Il politicamente corretto gradua la sua ipocrisia in modo da lasciare comunque un notevole margine di incertezza, dimostrandosi intercambiabile nei ruoli ed anche effimero e aleatorio nei contenuti. La principale regola della sottomissione sociale è di non darti mai modo di essere perfettamente in regola, per cui devi sentirti sempre sotto esame e pronto all’umiliazione adattandoti alla mutevole verità imposta dai media. L’immagine dei mussulmani è un esempio da manuale dell’estemporaneità del politicamente corretto, per cui i mussulmani sono buoni in Bosnia e Kosovo, ma sono terroristi in Mali; nel vicino Niger però il presidente mussulmano è il paladino della democrazia, mentre gli ufficiali cristiani che hanno fatto il golpe, sono invece amici di Putin. Non potremo mai sapere con certezza quando l’islamofobia sia politicorretta e quando no; e lo stesso vale per la questione dell’accoglienza dei migranti. A suo tempo il ministro Crosetto “rivelò” che i migranti ci venivano mandati dal Gruppo Wagner per farci guerra ibrida.

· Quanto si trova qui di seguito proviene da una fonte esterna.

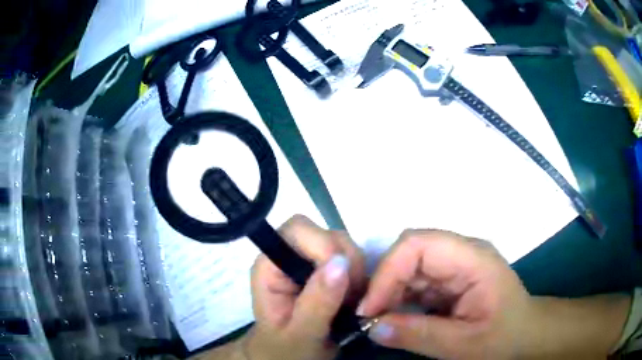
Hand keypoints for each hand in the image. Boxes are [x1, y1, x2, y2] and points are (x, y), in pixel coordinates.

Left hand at [244, 215, 366, 359]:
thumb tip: (341, 262)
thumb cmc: (285, 351)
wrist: (290, 358)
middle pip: (327, 234)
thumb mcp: (301, 335)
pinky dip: (361, 279)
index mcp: (270, 266)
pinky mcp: (326, 270)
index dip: (323, 247)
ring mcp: (309, 262)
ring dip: (356, 274)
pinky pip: (353, 261)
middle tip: (351, 298)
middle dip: (348, 263)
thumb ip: (317, 302)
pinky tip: (355, 301)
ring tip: (351, 304)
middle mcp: (288, 256)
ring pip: (344, 246)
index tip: (343, 282)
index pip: (297, 230)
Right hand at [357, 230, 532, 358]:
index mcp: (473, 259)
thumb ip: (419, 336)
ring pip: (409, 265)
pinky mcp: (450, 277)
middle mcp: (462, 252)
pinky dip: (399, 297)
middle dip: (385, 282)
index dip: (388, 271)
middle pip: (410, 250)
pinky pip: (416, 279)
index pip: (419, 244)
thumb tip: (372, 328)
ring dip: (390, 291)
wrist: (525, 334)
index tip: (370, 309)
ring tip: (380, 320)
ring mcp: (456, 263)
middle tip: (370, 317)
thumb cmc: (504, 337)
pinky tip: (396, 317)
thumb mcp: (464, 345)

Per aver detto questa scemenza Crosetto venne coperto di ridicolo; ma oggi la stessa cosa ce la dice il governo della “nuova superpotenza” della NATO, la Polonia, e per i media diventa sacrosanta. Anzi, veniamo a sapere che addirittura i miliziani Wagner in Bielorussia addestrano i migranti a fare atti di terrorismo.
L’attuale narrativa mediatica sulla Polonia è un altro esempio dell’ambiguità del politicamente corretto, del “doppio taglio” di certe affermazioni, un po’ come quando ti sfottono facendo finta di lodarti. Il messaggio che da qualche mese i media ci stanno propinando è appunto che la Polonia sarebbe la potenza emergente della NATO, che ha l’esercito più forte d’Europa, e che Putin ne ha tanta paura e non ci dorme la notte. In certi articoli però non ci si fa mai capire del tutto se il cronista che ci illustra tanta grandeur ci creda davvero, oppure ci stia soltanto raccontando un delirio con compassionevole accondiscendenza; quindi i polacchi potranno all’occorrenza essere spacciati come eroi oppure come gonzi, a seconda di come dovessero mettersi le cose sul campo di battaglia.

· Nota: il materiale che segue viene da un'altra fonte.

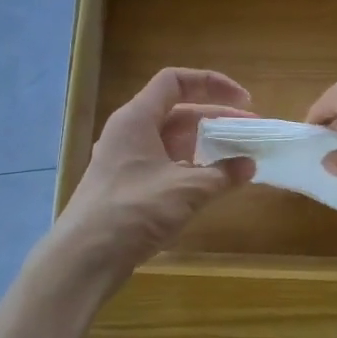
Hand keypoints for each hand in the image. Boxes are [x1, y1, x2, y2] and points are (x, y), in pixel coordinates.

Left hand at [55, 68, 254, 282]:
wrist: (87, 256)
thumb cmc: (135, 210)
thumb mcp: (187, 189)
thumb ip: (223, 174)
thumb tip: (249, 165)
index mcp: (137, 118)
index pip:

Tra i nuovi mestieri che sono nati in questi mesi c’è anche quello del “polaccologo”, dell’esperto di psicologia polacca, che ci spiega quali siano i pensieri profondi del polacco, le sue fobie ed i suoi sogni nel cassetto. Il giornalista Domenico Quirico si è già accreditato per la cattedra, ma ne vedremo proliferare degli altri, come è successo con i virologi. C’è anche qualcuno che risulta scettico sui “volksgeist” e ritiene che le classi dirigenti raramente siano espressione di un popolo ma, più facilmente, di una combinazione di affari e di media. Spesso ad assicurarsi il potere è una cosca di lobbisti dotata sia di agganci internazionali, sia della sponda di un settore interno di opinione pubblica; un settore magari molto minoritario, ma comunque abbastanza compatto e prevedibile da consentire un’agevole manipolazione mediatica, tanto da sconcertare ed allineare il resto della società. Non è affatto necessario essere maggioranza, basta dare l’impressione di esserlo, in modo da intimorire anche chi non sia d’accordo. Il quotidiano “il Messaggero” ultimamente si è concentrato sulla narrazione a proposito di Polonia, però con un taglio piuttosto capzioso, non lasciando mai intendere se stia descrivendo una realtà oppure una bolla affaristico-mediatica. Nel resoconto non manca qualche accenno ai debiti contratti dal governo polacco per riarmarsi, ma senza entrare troppo nei dettagli.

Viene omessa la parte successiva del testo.